Okay. Thank you, Jim. We'd like to now turn over the call to our Midstream division, Chris Akers is our Chief Operating Officer and he's been up in Ohio as well. And we've got a lot of activity going on there and we had a great quarter with Eureka. So Chris, why don't you give us an overview?

Christopher T. Akers

Okay. Thank you, Gary, and good morning, everyone. First thing I want to cover here is our current throughput right now is about 240 MMBtus per day, with our expected capacity or expected throughput at the end of the year of 350 MMBtus per day. Out of that, about 33% of that at capacity is from our sister company, Triad.
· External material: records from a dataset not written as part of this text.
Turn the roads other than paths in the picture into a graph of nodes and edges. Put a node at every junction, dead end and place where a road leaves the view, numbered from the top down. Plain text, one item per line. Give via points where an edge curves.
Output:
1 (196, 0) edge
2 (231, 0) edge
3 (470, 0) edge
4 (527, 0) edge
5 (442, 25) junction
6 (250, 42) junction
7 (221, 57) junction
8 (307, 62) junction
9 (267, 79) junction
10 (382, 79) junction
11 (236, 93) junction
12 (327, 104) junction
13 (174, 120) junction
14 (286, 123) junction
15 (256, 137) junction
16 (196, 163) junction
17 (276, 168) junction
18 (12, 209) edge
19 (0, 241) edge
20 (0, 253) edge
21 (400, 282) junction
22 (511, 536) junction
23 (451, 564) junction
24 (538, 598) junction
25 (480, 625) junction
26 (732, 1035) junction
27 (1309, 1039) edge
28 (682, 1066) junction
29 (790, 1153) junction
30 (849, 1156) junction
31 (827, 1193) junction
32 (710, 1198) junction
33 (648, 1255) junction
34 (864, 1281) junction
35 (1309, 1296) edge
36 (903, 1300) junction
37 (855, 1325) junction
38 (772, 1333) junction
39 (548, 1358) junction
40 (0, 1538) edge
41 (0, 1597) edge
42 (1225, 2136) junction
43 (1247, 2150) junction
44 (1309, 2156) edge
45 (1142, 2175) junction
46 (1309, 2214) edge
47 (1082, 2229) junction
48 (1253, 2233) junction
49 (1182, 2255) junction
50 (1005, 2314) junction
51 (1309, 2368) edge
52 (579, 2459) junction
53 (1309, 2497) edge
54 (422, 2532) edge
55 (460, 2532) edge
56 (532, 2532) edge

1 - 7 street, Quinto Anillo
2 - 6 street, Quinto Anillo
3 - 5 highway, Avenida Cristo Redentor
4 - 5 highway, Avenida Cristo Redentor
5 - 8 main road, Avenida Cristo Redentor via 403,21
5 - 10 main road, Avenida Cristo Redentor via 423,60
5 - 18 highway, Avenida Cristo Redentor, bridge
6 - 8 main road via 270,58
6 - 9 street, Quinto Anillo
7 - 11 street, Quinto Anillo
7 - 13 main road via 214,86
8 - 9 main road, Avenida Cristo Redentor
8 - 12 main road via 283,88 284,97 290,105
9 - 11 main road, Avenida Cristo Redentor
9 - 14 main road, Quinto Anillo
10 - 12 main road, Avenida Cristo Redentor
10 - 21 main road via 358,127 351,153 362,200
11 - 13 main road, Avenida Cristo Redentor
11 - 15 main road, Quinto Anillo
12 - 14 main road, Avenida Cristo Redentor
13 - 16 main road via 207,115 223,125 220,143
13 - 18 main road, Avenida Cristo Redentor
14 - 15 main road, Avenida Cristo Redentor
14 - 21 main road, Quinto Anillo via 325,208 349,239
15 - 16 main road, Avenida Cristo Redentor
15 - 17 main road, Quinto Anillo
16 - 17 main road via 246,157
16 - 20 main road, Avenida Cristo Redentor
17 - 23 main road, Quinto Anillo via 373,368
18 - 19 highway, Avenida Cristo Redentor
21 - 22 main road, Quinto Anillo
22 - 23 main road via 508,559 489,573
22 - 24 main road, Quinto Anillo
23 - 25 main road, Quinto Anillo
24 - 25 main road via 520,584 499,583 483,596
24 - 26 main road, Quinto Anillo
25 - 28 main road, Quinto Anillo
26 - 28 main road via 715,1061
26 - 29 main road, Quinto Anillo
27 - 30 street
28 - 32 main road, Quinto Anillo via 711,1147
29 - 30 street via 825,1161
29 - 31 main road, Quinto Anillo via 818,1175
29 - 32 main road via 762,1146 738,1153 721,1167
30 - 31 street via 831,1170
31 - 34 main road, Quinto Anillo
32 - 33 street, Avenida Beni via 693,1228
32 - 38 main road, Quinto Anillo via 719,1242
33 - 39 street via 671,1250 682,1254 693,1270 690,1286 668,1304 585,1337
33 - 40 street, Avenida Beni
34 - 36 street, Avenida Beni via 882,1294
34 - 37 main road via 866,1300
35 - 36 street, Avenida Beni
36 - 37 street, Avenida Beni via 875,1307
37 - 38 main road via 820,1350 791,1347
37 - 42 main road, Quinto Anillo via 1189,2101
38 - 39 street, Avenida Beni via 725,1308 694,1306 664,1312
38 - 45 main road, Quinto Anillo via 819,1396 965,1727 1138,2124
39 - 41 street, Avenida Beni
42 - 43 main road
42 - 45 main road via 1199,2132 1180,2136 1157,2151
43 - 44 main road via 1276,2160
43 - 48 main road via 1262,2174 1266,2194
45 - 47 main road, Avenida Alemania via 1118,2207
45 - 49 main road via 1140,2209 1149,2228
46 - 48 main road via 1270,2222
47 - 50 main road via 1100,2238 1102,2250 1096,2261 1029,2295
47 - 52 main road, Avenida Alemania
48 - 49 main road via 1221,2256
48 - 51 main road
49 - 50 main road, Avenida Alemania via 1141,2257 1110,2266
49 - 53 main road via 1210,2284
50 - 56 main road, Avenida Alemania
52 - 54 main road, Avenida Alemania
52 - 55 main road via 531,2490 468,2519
Right now, we have several pending contracts with producers to increase that throughput in end of '14 -- or end of '15. Right now, probably our main focus is on construction, trying to deliver on 4 new transmission interconnects with REX, Spectra Energy, Columbia Gas pipeline, Dominion Transmission. That will, along with a wet interconnect with Blue Racer's Natrium plant. With all that said, it will increase our throughput capacity from 0.3 Bcf a day to about 1.5 Bcf a day. That will give us some room for growth for any new capacity coming on to Triad or any other third-party producers. Some other key significant issue or significant item we're working on now is we're now in the process of acquiring several miles of pipeline right-of-way for inventory for future construction in 2015 and '16.

Those are all the key highlights for Eureka Hunter Midstream, Gary.

Gary C. Evans

Great. Thank you, Chris. Before I turn over the call to Chris Benton, who's our VP of Finance, he's going to talk a bit about some of the capital transactions, I want to mention our hedges because the hedges today have become a lot more meaningful with the drop in gas prices that we all experienced over the last 45 days. So, for 2014, we've got about 31 million cubic feet per day hedged with a weighted average swap price of $4.23 in Mcf. We also have another 15 million a day hedged with a weighted average ceiling price of $5.23 and a floor price of $4.27. So, collectively there, that's just under 50 million a day. In 2015, we've got about 20 million a day hedged average swap price of $4.18. So we've got some protection here with respect to the drop in commodity prices on natural gas. Chris wants to talk about liquidity.

Chris Benton

Thanks, Gary. The company continues to focus on maintaining manageable credit ratios and sufficient liquidity to provide us with the operational flexibility, while allowing us to execute on our capital plan in the Marcellus and Utica shale plays.

During the 6 months ended June 30, 2014, we raised, in total, $180 million of common equity to further bolster our liquidity position, which allowed us to execute on our drilling plan in Appalachia, and continue to acquire and build up our acreage position in Ohio and West Virginia.

As of June 30, 2014, the borrowing base under our senior credit facility was $272.5 million. We recently released our midyear 2014 reserve report and our 3P Reserves. Over the next several weeks, we will be working with our banks on the reserves and driving towards an increase to borrowing base as a result of the reserve additions from the organic growth from the drill bit.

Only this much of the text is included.